I SURE HOPE BILL'S NO RAPIST

By STEVE DUNLEAVY

IF I were falsely accused of rape - whether I were Bill Clinton,
Prince Charles or Joey Bullets from Brooklyn - I would move
like a cougar.

I would whisk my false accuser before a court with such haste,
I'd break the speed limit.

Addressing this ugly allegation yesterday on Fox News
Channel, House Speaker Dennis Hastert (R.-Ill) said:

"I don't know whether it [the allegation against Clinton] is
founded or not. That's something Attorney General Janet Reno
should look at for foundation."

Janet Reno? She's too busy trying to nail independent counsel
Kenneth Starr to concern herself with mere allegations of rape.

Now, if somebody doesn't kill you, the next worse thing to rape
itself is being falsely accused of rape. Ask William Kennedy
Smith.

Such a shocking allegation should be nipped in the bud.

If, as Clinton lawyer David Kendall says with conviction, the
allegations are completely false, the option is clear.

Punish Juanita Broaddrick, the woman who made the charges,
with great severity.

You don't need Janet Reno to investigate.

Take the fight to Juanita Broaddrick now.
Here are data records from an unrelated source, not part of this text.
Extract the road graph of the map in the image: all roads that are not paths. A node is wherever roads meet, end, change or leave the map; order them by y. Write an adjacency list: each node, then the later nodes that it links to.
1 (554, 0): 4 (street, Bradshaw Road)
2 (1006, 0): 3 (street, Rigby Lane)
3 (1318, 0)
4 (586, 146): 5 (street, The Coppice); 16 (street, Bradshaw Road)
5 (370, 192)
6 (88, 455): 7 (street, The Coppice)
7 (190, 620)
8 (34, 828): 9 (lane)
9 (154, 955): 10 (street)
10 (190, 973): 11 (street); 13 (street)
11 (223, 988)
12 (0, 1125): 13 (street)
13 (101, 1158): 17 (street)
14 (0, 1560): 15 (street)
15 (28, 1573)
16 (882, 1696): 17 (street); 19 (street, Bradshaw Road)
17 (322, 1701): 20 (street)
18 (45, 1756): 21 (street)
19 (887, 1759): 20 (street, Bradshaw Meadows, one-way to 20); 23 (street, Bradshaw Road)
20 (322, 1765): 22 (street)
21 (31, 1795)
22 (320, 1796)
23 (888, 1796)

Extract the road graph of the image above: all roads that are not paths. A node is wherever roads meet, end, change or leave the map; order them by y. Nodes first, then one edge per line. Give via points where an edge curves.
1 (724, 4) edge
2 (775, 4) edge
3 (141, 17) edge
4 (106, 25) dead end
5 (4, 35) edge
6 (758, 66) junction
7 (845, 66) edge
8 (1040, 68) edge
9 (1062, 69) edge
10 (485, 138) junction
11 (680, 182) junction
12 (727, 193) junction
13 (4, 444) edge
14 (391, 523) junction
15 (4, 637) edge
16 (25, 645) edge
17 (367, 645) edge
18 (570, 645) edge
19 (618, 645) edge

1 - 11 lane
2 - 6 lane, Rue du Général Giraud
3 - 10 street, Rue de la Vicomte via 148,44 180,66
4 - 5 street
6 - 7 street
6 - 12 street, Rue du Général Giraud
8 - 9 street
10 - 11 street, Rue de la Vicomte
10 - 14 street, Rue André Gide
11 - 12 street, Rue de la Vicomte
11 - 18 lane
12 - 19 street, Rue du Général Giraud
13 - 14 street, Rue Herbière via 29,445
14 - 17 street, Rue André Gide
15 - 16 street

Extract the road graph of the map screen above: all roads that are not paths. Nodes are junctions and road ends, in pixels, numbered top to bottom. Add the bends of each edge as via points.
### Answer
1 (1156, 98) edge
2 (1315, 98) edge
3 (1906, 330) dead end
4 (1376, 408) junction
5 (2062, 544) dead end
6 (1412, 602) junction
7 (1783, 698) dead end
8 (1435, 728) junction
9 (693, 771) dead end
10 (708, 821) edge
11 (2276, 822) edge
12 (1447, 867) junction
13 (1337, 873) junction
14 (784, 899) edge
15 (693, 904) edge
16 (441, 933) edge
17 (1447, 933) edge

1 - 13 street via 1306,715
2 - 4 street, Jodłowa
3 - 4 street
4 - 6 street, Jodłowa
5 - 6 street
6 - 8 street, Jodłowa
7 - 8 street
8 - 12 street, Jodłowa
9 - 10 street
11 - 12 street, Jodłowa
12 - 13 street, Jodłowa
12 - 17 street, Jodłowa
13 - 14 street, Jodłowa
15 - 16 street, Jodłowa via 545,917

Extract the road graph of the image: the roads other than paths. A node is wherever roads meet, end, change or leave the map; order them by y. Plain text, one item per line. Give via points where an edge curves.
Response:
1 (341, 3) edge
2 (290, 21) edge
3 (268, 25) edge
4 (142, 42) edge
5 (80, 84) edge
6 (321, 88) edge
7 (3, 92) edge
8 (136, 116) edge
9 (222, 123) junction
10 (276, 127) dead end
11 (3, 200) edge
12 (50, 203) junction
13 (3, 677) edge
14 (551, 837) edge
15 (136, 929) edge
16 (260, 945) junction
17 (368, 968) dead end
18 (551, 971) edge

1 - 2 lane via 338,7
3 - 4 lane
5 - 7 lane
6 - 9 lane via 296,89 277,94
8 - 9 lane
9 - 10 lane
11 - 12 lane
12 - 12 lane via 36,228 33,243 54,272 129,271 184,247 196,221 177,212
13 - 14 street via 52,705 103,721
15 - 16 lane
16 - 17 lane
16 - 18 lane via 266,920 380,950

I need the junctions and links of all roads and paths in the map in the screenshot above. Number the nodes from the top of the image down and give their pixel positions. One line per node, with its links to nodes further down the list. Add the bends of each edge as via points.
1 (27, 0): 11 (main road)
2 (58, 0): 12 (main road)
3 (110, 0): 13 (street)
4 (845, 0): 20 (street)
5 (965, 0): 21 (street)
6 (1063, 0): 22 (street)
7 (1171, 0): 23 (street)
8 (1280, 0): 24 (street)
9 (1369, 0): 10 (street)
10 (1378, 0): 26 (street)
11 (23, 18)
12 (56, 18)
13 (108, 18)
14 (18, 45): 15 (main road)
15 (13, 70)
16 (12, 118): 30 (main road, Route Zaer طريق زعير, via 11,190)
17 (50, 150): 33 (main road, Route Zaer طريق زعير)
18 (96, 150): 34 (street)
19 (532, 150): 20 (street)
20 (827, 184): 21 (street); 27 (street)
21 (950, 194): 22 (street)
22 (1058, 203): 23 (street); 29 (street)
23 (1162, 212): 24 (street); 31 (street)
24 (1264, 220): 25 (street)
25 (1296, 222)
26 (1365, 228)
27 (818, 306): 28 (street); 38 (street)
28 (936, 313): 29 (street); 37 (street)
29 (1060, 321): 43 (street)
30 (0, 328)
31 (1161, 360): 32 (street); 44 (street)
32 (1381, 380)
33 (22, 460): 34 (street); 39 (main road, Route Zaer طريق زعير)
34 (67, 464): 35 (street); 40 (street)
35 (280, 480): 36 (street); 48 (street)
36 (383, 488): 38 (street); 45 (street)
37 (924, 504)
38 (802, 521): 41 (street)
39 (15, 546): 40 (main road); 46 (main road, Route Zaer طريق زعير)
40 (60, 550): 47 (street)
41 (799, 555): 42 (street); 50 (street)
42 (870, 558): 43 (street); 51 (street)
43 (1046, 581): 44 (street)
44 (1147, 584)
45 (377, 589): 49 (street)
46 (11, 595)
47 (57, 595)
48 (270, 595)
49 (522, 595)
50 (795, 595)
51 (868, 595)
Accuse her of
slander and malicious mischief and sue her into oblivion.

Just tell us, Mr. President: I didn't rape that woman, Juanita
Broaddrick.

I interviewed Broaddrick on Friday, after Dorothy Rabinowitz of
The Wall Street Journal ran a detailed and very unsettling story
recounting her allegations of forced sex and being badly bitten
on the lip.

Broaddrick told me Clinton was "a cold bastard who might
have been killed [in retribution] if he had not been governor of
Arkansas."

John McLaughlin of the "McLaughlin Group" asked yesterday
whether there is a violent criminal in the White House.

Eleanor Clift of Newsweek, a resident liberal, replied: "You
might have proved him to be a cad. You're not going to prove
he's a violent criminal ... These allegations go back more than
20 years."

Clinton defenders may well ask why now, after 20 years, is
Broaddrick going public?

First, Broaddrick gave a detailed interview to NBC in January
on the allegations and for some reason it hasn't seen air.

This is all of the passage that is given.